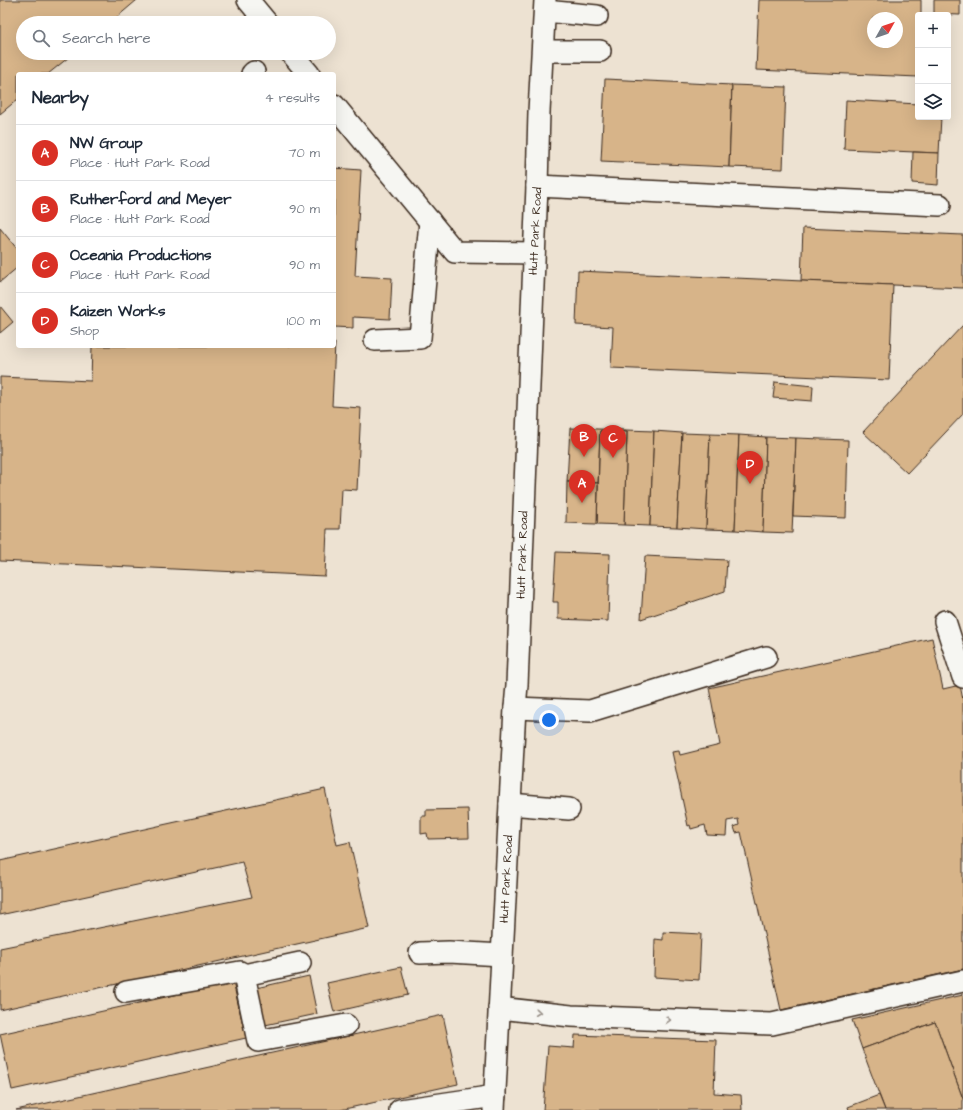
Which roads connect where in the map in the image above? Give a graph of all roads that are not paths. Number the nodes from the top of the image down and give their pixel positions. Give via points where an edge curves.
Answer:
1 (248, 0) edge
2 (545, 5) edge
3 (261, 16) edge
4 (597, 16) dead end
5 (543, 50) junction
6 (600, 52) dead end
7 (297, 60) edge
8 (307, 72) edge
9 (336, 109) edge
10 (537, 186) junction
11 (940, 205) dead end
12 (430, 222) junction
13 (534, 253) junction
14 (375, 340) dead end
15 (945, 621) dead end
16 (766, 657) dead end
17 (963, 677) edge
18 (514, 708) junction
19 (510, 804) junction
20 (569, 809) dead end
21 (420, 953) dead end
22 (502, 955) junction
23 (300, 963) dead end
24 (244, 975) junction
25 (963, 981) edge
26 (126, 992) dead end
27 (499, 1008) junction
28 (346, 1025) dead end
29 (495, 1103) edge
30 (400, 1110) edge

1 - 3 street
2 - 4 street
2 - 5 street, Hutt Park Road
5 - 6 street
5 - 10 street, Hutt Park Road
7 - 8 street
9 - 12 street
10 - 11 street
10 - 13 street, Hutt Park Road
12 - 13 street via 455,252
12 - 14 street via 420,338
13 - 18 street, Hutt Park Road
15 - 17 street
16 - 18 street via 590,711
18 - 19 street, Hutt Park Road
19 - 20 street
19 - 22 street, Hutt Park Road
21 - 22 street
22 - 27 street, Hutt Park Road
23 - 24 street
24 - 26 street via 240,972
24 - 28 street via 258,1041
27 -> 25 street via 571,1016 772,1024
27 - 29 street, Hutt Park Road
29 - 30 street

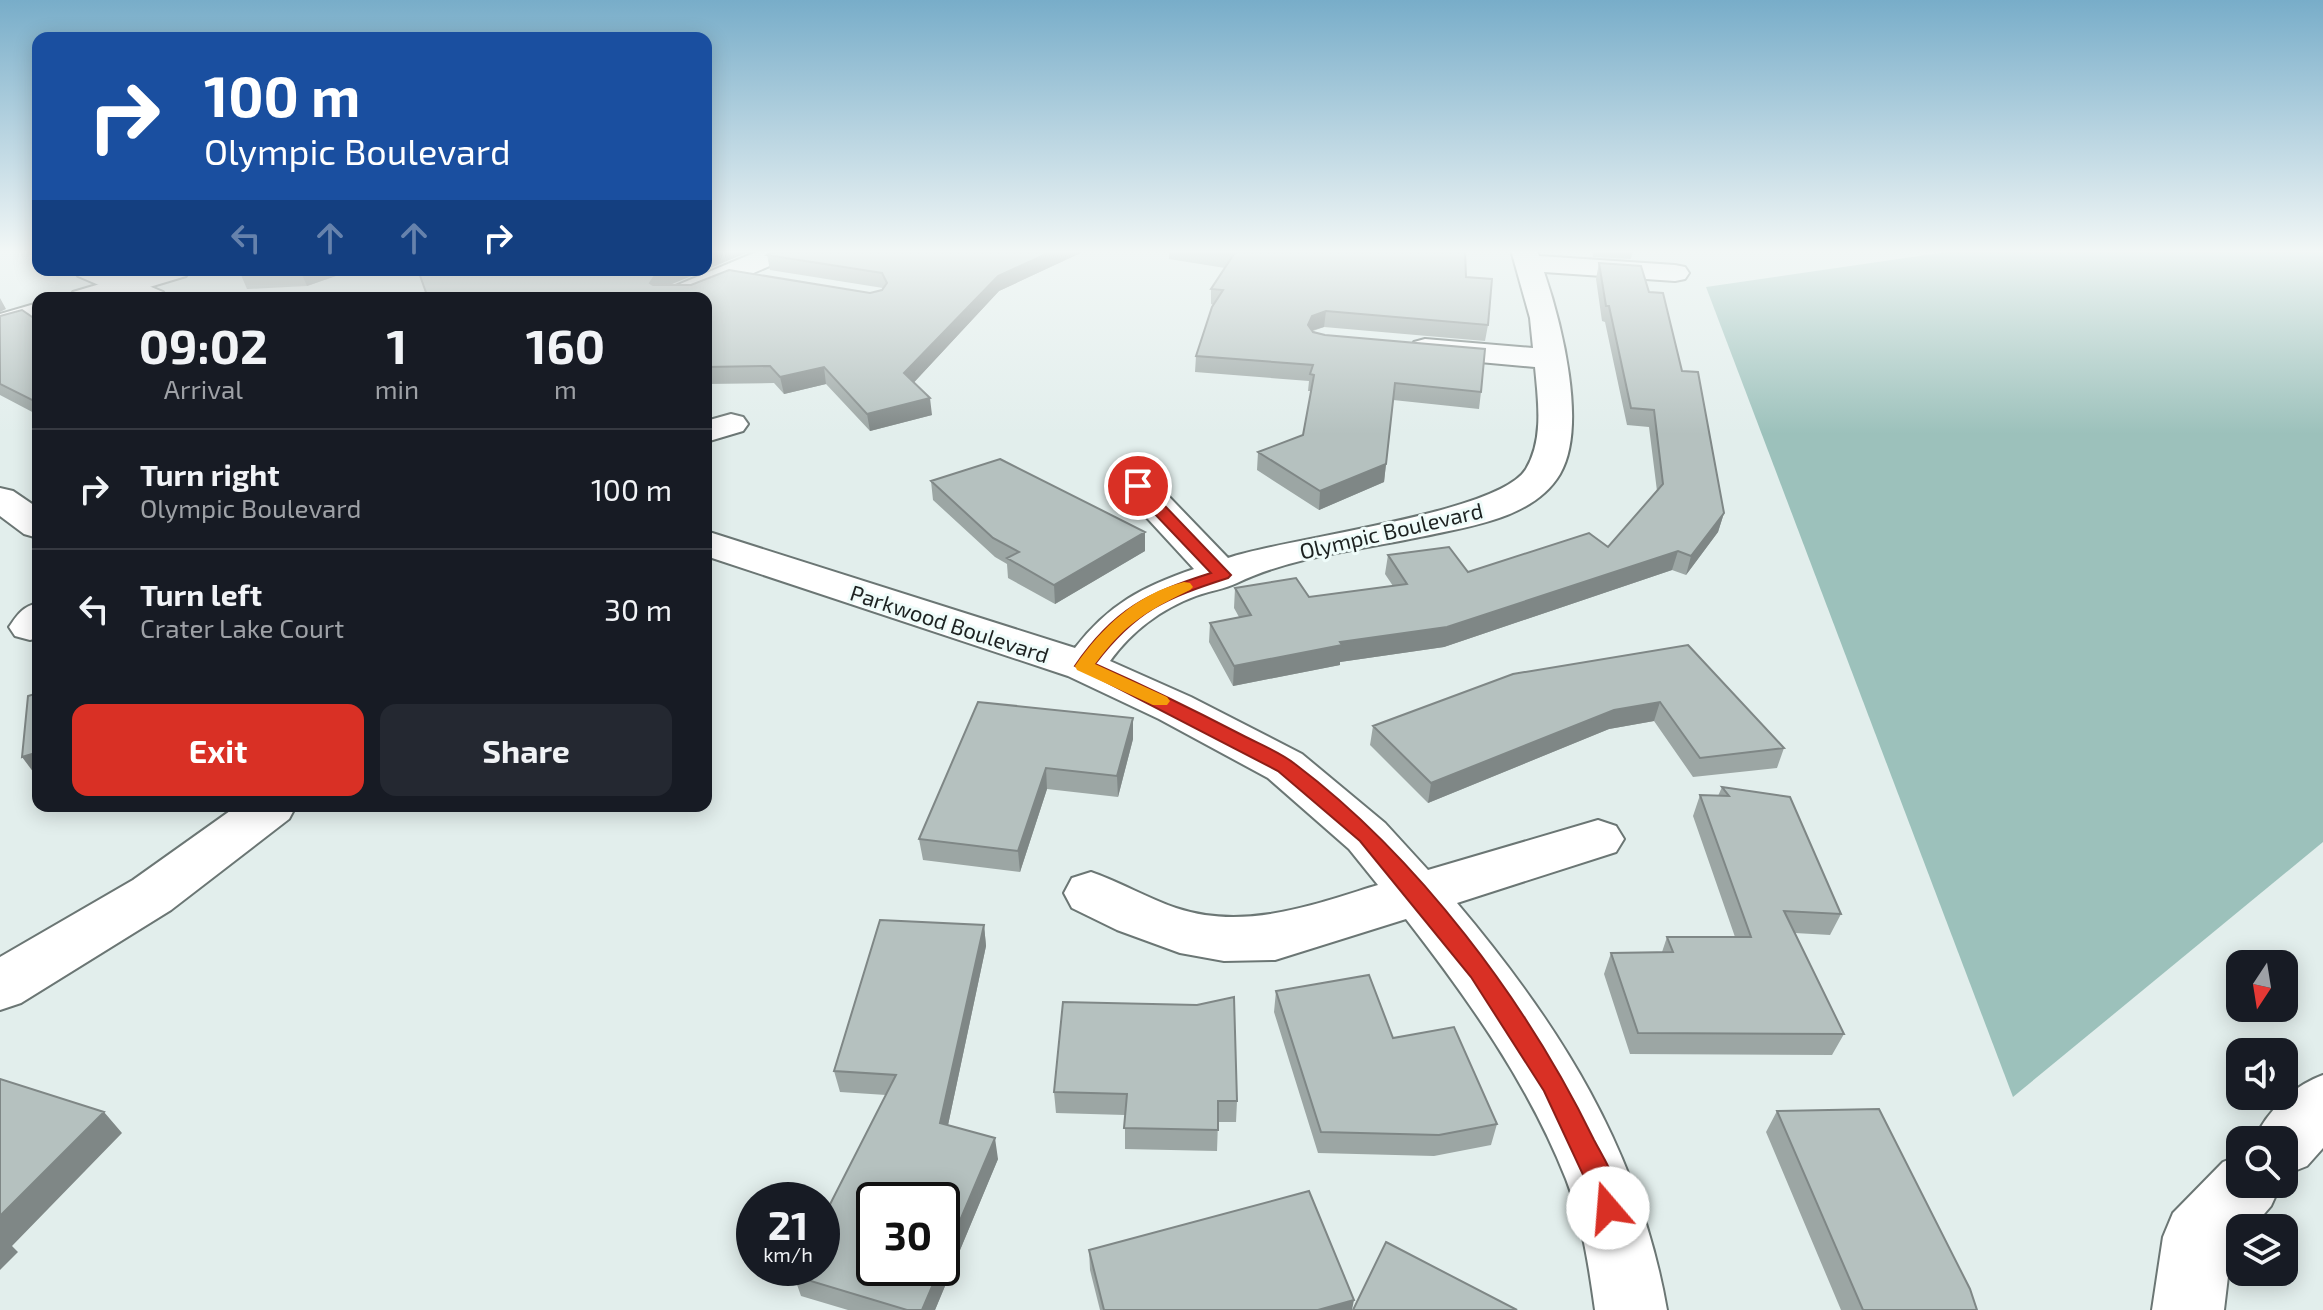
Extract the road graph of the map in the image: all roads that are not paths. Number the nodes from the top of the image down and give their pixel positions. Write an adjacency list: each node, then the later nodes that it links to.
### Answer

■ What is being asked
Copy each line in the entries above where "roads" turns up.

■ Response to the exercise
Which roads connect where in the map in the image above? Give a graph of all roads that are not paths. Number the nodes from the top of the image down and give their pixel positions. Give via points where an edge curves.
Extract the road graph of the map in the image: all roads that are not paths. Number the nodes from the top of the image down and give their pixel positions. Write an adjacency list: each node, then the later nodes that it links to.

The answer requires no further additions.